[Opening WORKING DATA section]

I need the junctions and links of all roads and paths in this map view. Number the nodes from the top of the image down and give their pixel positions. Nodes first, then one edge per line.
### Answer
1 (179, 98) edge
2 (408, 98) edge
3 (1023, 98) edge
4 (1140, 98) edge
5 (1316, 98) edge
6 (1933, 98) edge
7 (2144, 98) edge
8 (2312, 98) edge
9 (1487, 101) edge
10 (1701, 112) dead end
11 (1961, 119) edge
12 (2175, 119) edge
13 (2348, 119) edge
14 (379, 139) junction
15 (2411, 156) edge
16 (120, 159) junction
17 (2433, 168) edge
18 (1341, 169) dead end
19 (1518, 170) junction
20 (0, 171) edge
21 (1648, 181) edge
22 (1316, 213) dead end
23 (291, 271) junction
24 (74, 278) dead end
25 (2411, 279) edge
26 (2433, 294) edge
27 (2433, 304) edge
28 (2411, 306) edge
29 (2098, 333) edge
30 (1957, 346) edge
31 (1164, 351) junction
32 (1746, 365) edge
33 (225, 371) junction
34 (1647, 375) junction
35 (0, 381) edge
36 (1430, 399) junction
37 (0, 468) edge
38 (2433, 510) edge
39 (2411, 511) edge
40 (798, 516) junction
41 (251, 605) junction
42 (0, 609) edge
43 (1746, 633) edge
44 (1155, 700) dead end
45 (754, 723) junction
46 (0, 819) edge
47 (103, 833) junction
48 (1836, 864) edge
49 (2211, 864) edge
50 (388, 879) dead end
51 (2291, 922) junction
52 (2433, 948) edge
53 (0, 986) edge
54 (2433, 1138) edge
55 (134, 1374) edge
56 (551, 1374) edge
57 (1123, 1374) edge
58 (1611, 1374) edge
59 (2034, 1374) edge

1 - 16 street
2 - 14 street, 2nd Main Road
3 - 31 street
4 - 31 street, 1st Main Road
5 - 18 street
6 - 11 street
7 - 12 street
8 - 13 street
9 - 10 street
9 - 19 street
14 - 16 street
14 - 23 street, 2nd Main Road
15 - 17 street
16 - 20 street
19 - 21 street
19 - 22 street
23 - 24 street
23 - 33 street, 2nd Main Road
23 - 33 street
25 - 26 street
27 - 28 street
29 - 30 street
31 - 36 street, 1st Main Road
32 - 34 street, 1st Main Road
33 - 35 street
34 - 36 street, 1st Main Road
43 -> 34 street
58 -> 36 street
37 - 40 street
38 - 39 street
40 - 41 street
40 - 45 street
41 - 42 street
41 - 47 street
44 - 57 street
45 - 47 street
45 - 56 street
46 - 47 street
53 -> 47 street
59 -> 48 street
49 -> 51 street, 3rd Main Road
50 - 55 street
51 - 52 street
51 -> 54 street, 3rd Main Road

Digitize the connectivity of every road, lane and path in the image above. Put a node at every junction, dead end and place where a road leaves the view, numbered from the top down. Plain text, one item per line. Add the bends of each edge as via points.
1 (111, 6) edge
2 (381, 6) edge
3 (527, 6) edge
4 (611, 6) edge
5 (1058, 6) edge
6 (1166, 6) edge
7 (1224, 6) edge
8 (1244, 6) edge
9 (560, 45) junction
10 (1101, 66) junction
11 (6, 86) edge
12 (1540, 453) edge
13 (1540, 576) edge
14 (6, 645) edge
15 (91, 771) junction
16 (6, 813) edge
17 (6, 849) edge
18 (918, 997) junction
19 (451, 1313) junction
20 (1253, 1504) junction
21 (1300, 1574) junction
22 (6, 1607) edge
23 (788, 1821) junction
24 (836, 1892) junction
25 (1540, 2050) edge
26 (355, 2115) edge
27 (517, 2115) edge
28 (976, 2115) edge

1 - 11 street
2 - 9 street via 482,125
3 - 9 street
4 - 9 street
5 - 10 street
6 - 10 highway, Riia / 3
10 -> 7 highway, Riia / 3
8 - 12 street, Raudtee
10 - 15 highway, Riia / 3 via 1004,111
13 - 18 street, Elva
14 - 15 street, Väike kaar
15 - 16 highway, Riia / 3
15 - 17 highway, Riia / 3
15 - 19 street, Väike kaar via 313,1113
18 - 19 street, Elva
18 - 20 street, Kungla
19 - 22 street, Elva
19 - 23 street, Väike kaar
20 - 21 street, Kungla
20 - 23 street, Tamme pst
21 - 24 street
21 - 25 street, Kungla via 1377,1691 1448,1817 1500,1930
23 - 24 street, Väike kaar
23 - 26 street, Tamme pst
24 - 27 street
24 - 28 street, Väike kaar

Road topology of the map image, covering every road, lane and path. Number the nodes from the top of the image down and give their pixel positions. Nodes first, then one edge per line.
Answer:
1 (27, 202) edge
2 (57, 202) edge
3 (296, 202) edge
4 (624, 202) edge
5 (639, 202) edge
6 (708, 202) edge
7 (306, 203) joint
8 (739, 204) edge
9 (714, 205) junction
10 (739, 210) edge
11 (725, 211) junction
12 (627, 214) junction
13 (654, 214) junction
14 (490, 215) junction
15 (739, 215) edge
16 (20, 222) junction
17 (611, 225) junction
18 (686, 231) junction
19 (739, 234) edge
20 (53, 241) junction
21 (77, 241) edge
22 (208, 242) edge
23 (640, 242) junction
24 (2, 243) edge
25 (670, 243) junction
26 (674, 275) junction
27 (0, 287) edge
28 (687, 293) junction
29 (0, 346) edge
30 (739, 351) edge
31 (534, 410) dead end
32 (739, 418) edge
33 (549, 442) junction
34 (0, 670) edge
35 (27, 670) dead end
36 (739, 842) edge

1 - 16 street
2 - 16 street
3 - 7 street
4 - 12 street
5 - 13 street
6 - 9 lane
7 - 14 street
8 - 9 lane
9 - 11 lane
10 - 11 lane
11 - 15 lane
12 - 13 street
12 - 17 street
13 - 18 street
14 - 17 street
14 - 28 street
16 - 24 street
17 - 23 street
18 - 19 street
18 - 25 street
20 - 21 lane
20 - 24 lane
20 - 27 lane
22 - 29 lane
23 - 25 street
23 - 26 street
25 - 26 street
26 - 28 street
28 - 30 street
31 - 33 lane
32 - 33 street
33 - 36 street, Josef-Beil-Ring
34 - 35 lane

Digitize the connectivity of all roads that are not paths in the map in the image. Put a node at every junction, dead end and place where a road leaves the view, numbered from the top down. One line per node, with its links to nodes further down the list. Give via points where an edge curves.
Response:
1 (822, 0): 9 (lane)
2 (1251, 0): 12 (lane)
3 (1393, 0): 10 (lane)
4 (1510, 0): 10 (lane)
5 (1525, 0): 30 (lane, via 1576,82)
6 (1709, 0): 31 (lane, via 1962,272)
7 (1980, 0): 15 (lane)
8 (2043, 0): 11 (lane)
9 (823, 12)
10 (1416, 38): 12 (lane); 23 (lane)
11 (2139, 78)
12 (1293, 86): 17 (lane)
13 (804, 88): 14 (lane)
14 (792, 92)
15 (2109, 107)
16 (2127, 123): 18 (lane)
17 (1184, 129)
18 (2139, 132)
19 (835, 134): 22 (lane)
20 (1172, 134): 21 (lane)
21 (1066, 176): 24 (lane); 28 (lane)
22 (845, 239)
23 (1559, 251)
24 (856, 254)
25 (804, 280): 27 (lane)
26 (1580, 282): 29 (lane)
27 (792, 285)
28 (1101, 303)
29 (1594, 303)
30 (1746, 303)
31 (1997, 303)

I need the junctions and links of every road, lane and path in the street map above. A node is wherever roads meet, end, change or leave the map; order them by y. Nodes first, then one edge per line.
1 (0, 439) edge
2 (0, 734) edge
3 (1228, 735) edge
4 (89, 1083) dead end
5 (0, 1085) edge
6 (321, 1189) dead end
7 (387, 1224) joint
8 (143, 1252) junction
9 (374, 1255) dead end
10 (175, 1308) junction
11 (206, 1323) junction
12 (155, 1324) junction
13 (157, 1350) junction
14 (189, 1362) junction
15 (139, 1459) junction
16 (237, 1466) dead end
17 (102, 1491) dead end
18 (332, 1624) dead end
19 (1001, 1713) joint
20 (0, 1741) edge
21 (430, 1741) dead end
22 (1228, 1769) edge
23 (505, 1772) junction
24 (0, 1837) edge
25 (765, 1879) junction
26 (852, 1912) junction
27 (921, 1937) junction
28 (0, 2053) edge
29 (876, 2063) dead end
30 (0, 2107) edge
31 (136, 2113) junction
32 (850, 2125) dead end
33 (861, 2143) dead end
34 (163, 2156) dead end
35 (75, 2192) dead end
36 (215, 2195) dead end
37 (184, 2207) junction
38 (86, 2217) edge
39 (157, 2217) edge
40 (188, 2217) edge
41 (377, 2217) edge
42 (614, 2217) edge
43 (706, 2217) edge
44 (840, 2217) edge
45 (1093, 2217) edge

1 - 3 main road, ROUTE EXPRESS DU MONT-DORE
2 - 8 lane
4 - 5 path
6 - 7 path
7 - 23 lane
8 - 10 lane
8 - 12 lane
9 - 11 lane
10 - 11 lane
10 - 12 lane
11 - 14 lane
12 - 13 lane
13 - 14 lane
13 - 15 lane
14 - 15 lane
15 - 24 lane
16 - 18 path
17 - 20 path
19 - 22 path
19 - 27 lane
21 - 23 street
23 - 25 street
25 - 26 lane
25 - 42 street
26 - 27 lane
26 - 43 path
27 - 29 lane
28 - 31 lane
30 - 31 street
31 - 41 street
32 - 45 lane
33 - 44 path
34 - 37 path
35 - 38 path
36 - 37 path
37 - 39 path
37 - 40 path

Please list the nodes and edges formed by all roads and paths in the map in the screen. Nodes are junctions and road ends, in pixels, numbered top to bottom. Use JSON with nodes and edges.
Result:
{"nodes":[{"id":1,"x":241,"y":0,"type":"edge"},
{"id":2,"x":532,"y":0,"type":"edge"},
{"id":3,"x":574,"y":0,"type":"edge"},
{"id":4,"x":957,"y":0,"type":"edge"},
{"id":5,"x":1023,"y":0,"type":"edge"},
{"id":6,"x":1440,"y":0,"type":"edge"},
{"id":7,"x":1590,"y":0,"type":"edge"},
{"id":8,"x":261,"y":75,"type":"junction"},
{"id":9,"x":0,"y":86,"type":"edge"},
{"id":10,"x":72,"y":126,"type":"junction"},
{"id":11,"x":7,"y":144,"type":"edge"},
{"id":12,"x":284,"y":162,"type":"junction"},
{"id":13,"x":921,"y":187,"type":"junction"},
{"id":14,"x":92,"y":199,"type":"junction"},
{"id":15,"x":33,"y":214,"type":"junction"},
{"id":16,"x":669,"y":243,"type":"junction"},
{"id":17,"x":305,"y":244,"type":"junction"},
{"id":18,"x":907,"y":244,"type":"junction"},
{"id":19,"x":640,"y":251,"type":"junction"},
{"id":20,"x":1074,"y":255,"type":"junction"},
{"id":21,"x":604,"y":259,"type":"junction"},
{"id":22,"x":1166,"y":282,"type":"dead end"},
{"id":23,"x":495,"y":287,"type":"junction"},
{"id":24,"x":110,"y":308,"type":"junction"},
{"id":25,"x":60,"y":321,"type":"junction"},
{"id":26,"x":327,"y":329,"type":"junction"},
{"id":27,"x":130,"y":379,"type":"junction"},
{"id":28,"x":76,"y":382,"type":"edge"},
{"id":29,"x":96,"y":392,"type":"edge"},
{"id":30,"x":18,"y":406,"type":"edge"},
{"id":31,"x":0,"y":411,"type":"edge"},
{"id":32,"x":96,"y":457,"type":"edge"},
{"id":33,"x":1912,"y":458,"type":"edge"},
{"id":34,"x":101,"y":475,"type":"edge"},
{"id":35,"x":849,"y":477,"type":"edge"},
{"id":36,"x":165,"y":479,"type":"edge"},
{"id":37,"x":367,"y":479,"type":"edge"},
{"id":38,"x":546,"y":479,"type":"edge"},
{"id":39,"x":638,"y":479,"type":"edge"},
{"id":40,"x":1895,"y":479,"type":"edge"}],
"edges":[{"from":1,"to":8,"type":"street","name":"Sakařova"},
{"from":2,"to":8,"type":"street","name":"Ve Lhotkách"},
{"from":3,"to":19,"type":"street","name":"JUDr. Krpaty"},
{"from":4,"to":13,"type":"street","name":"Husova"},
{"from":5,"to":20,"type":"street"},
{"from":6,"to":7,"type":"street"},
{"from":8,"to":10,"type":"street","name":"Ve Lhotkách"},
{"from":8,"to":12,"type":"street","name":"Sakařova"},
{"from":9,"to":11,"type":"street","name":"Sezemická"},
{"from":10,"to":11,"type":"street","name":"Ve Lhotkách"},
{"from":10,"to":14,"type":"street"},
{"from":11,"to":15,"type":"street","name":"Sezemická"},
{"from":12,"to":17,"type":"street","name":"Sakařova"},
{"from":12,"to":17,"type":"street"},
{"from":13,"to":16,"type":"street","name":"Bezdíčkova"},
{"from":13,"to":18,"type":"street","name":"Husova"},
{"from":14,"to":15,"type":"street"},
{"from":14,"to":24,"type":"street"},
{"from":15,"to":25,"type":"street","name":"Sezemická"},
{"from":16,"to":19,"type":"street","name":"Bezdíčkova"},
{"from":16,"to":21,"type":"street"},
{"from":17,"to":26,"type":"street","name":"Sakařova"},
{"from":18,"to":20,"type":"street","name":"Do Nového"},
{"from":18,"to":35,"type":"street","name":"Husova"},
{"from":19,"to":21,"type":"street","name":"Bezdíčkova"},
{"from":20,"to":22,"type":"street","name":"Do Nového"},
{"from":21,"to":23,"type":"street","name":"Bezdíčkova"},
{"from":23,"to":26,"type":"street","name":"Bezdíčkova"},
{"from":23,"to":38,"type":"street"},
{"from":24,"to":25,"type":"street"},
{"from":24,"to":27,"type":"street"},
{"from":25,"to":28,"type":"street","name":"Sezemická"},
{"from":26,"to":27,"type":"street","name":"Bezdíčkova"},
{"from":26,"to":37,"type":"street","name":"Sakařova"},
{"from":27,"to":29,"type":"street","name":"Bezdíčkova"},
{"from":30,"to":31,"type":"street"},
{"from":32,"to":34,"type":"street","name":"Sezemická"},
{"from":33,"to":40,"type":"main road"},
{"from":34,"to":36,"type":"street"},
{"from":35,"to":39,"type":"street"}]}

[Closing WORKING DATA section]

TASK INSTRUCTIONS: Looking at the records, how many of the lines contain the string "down"? Only the number should be given.

SOLUTION TO THIS EXERCISE: 4